With this report, there have been renewed calls for cuts, to “Save Social Security.” And sadly, Joe Biden has also been one to push this idea on several occasions. The three different “fixes” are that;
Number 1: We can privatize Social Security and give all the money to Wall Street; what could go wrong there? (cough cough 2008 financial meltdown)
Number 2: We can cut the benefits to our seniors by 24% (similar to the proposed 2011 Grand Bargain), which would then ensure that many will be in poverty, or we can increase the age of receipt to 72+ years old, which means we all have to work later in life. We have the ability to bail out big business, but when it comes to our elderly, suddenly we don’t? There is in fact, a simple fix, and it would only affect the top 4% of earners.

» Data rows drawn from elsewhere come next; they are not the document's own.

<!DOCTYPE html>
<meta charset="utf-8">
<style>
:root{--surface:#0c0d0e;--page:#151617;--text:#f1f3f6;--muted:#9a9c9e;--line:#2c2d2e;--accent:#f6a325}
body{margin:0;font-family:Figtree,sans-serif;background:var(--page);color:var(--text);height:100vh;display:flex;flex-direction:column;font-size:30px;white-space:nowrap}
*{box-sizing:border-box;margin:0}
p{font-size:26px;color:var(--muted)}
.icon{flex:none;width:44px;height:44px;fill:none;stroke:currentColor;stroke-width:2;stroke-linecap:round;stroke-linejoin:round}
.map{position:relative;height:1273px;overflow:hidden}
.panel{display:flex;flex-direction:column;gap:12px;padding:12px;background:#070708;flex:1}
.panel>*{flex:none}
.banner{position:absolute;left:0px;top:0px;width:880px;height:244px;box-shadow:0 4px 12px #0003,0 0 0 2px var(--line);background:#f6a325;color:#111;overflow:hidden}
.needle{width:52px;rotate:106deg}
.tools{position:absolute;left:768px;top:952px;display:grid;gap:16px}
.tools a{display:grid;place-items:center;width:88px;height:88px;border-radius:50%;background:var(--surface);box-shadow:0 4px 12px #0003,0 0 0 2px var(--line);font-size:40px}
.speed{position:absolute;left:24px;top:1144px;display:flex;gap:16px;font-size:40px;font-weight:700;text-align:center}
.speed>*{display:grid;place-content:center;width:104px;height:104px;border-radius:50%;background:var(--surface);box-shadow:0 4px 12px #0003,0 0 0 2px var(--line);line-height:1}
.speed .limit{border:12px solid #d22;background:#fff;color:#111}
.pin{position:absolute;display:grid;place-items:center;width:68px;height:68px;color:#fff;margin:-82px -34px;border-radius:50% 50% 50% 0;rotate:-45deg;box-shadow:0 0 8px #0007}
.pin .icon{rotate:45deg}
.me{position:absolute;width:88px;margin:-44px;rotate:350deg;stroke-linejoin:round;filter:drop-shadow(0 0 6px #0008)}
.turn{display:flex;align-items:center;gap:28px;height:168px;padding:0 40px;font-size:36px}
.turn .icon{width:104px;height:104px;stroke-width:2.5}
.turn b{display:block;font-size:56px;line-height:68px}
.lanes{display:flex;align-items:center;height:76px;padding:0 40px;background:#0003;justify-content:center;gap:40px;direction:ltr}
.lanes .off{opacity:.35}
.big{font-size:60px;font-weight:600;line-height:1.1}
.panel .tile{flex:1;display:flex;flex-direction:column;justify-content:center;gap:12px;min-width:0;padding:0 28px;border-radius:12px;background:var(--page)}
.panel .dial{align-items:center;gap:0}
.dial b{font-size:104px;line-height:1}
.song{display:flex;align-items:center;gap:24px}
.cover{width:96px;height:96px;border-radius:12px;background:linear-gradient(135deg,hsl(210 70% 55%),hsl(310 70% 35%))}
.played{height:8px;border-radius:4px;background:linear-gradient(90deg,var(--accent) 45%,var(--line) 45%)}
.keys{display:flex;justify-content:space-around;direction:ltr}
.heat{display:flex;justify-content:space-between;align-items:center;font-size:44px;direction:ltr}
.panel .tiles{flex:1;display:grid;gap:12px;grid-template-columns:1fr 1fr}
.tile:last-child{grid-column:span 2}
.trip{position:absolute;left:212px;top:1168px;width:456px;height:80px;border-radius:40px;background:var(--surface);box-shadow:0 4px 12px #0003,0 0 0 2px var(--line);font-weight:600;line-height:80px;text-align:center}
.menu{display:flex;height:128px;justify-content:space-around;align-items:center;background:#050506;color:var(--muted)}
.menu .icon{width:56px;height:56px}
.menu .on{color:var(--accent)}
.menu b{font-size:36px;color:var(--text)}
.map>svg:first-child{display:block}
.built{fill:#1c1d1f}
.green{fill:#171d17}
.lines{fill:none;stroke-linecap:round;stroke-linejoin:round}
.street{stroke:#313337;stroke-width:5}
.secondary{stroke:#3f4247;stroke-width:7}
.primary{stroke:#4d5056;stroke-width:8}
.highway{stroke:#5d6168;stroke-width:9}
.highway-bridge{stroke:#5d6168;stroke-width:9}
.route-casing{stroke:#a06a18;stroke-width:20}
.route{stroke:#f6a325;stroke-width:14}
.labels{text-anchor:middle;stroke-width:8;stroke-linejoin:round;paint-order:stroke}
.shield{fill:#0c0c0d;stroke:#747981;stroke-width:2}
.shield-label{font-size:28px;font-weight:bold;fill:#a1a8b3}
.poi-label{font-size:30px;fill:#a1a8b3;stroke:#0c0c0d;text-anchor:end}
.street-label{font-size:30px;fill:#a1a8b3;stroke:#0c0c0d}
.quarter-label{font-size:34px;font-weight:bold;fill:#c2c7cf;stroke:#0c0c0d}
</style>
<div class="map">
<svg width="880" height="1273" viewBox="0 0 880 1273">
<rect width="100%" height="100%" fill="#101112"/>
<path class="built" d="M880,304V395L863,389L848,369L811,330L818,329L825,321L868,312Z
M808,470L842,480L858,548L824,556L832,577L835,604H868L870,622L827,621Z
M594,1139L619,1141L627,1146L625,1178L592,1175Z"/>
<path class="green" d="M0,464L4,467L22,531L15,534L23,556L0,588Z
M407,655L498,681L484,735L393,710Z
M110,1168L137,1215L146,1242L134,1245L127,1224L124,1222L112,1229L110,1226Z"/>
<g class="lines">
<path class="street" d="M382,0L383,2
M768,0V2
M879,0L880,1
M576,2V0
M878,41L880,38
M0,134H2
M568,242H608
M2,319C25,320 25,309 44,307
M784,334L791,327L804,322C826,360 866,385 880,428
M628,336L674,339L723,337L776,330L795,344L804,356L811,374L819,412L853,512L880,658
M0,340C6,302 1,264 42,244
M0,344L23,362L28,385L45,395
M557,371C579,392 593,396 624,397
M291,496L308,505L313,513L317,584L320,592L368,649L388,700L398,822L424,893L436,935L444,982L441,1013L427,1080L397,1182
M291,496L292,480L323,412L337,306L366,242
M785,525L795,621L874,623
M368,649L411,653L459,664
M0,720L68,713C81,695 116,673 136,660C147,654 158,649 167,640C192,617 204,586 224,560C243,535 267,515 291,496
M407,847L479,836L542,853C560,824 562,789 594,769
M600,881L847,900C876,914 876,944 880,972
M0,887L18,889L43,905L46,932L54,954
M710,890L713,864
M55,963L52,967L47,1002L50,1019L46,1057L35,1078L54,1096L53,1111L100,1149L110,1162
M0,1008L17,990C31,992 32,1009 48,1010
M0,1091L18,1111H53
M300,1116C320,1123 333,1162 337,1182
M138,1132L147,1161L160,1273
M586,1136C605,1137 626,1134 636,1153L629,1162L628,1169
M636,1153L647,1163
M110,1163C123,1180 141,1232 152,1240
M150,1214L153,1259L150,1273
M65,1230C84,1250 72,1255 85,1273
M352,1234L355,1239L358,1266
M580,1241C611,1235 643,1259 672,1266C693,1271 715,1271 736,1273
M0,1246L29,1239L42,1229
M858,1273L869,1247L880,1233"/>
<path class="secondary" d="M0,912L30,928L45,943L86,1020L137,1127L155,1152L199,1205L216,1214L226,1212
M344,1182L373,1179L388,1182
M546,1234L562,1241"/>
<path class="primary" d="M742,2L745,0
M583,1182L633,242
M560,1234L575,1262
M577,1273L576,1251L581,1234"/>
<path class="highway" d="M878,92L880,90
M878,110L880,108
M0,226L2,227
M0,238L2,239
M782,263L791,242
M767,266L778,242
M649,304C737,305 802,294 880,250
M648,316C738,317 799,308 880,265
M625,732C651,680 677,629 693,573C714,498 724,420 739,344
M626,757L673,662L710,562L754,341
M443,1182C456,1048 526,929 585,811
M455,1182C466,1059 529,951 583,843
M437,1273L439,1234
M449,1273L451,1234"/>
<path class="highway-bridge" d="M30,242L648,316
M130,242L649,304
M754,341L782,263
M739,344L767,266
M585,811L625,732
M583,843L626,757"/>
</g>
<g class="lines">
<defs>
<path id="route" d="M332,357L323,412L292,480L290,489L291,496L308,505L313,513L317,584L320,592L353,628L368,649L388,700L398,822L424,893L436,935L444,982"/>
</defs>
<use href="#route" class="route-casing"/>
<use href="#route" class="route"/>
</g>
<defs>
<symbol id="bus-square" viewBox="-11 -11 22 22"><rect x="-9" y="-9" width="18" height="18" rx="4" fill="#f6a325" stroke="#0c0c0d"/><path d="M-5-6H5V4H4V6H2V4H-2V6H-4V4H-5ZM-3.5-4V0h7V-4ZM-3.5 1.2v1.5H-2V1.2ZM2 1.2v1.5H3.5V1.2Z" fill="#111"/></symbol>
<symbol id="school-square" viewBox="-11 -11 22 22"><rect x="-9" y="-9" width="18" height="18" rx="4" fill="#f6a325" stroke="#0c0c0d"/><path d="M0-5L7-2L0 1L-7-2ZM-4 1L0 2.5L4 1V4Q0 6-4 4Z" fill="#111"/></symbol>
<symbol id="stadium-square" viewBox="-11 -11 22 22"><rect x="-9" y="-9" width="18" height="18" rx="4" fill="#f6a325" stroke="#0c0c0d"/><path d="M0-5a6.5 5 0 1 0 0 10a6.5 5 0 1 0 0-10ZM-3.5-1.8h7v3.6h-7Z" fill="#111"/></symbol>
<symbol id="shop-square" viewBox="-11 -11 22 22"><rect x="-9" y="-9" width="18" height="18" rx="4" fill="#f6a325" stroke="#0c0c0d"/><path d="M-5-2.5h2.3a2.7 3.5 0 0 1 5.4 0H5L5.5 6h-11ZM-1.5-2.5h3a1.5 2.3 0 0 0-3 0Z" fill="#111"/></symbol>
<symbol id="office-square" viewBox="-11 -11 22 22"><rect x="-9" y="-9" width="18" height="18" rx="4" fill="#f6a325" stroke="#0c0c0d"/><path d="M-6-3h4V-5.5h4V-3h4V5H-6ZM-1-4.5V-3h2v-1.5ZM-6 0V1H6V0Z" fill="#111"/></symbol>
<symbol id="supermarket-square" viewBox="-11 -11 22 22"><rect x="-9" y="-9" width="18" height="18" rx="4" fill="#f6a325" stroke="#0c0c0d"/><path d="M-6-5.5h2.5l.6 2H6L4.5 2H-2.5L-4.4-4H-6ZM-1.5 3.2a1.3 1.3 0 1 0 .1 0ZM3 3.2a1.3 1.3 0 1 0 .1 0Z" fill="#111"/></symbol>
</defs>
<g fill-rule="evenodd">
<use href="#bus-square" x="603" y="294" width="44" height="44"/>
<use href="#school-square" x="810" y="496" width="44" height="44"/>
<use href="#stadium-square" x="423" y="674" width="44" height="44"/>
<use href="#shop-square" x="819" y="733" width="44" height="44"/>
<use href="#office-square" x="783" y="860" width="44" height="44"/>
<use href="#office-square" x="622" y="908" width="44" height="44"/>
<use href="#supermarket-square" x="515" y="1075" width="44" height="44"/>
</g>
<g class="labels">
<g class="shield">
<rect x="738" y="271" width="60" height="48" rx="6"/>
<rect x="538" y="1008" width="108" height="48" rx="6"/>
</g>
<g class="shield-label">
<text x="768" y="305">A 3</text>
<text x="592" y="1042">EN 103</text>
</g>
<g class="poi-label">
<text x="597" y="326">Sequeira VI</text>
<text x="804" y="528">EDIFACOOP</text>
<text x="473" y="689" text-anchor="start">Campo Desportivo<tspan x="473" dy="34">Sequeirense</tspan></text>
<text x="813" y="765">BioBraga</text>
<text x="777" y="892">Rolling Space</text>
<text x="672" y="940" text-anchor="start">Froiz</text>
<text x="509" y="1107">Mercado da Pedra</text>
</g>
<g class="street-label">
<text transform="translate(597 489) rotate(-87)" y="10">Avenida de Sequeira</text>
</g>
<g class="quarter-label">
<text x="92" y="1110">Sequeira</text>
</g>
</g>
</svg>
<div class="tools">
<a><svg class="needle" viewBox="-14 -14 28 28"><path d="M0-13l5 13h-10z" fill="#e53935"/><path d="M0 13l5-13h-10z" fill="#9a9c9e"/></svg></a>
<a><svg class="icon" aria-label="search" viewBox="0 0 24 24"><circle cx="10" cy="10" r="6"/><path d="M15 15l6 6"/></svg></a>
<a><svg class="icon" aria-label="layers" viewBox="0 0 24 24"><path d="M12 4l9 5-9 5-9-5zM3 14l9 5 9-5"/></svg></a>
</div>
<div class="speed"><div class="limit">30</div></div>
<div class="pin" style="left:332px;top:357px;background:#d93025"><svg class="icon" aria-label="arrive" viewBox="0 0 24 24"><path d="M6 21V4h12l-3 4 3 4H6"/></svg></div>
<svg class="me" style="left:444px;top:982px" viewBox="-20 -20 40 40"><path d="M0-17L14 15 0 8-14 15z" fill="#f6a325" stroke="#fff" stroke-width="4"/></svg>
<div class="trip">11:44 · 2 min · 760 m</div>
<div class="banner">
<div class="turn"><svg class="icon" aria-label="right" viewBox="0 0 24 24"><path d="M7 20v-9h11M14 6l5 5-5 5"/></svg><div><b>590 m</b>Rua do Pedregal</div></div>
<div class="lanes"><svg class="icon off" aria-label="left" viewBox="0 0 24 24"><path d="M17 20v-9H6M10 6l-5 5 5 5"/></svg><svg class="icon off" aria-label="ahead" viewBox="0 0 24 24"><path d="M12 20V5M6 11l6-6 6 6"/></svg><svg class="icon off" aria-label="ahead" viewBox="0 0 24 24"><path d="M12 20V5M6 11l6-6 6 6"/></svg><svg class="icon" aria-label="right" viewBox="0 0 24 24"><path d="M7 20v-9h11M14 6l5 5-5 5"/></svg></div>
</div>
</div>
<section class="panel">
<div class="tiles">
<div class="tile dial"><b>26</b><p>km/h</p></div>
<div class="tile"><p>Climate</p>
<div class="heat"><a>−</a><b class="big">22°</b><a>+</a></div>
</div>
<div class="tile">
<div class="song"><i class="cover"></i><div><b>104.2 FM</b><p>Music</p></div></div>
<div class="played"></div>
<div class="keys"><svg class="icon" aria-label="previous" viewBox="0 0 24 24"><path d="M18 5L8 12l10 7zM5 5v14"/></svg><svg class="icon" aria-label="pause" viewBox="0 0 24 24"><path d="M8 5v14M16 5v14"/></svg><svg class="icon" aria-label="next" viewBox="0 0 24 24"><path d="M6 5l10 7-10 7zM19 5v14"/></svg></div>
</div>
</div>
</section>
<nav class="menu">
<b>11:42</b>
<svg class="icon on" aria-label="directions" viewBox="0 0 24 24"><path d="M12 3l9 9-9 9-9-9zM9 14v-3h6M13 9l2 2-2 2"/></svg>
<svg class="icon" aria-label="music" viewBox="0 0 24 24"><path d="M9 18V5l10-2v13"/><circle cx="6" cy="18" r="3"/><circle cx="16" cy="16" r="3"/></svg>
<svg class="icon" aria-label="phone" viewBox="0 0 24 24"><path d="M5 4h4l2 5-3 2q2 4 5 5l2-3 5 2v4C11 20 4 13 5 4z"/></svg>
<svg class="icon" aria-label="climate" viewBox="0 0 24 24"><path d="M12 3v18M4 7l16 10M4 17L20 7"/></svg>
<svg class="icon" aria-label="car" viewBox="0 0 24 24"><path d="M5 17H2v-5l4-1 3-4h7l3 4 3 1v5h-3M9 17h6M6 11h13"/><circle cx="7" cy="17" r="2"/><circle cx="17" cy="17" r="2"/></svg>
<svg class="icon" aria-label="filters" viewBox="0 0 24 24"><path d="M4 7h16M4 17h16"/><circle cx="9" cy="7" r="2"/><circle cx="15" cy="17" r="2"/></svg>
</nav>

Currently, Social Security is a regressive tax. When you make money, the government takes 6.2% of it and puts that aside for your Social Security, and they also charge a similar 6.2% to your employer, a similar 6.2%. However, this tax is only on the first $142,800 in 2021. Any money over $142,800 is not taxed. This little part of the tax law only benefits the top 4% of Americans. By removing the cap, it is estimated that this change, by itself, would wipe out virtually all (86 percent) of Social Security’s financing gap for the next 75 years, and thus saving our most vulnerable seniors.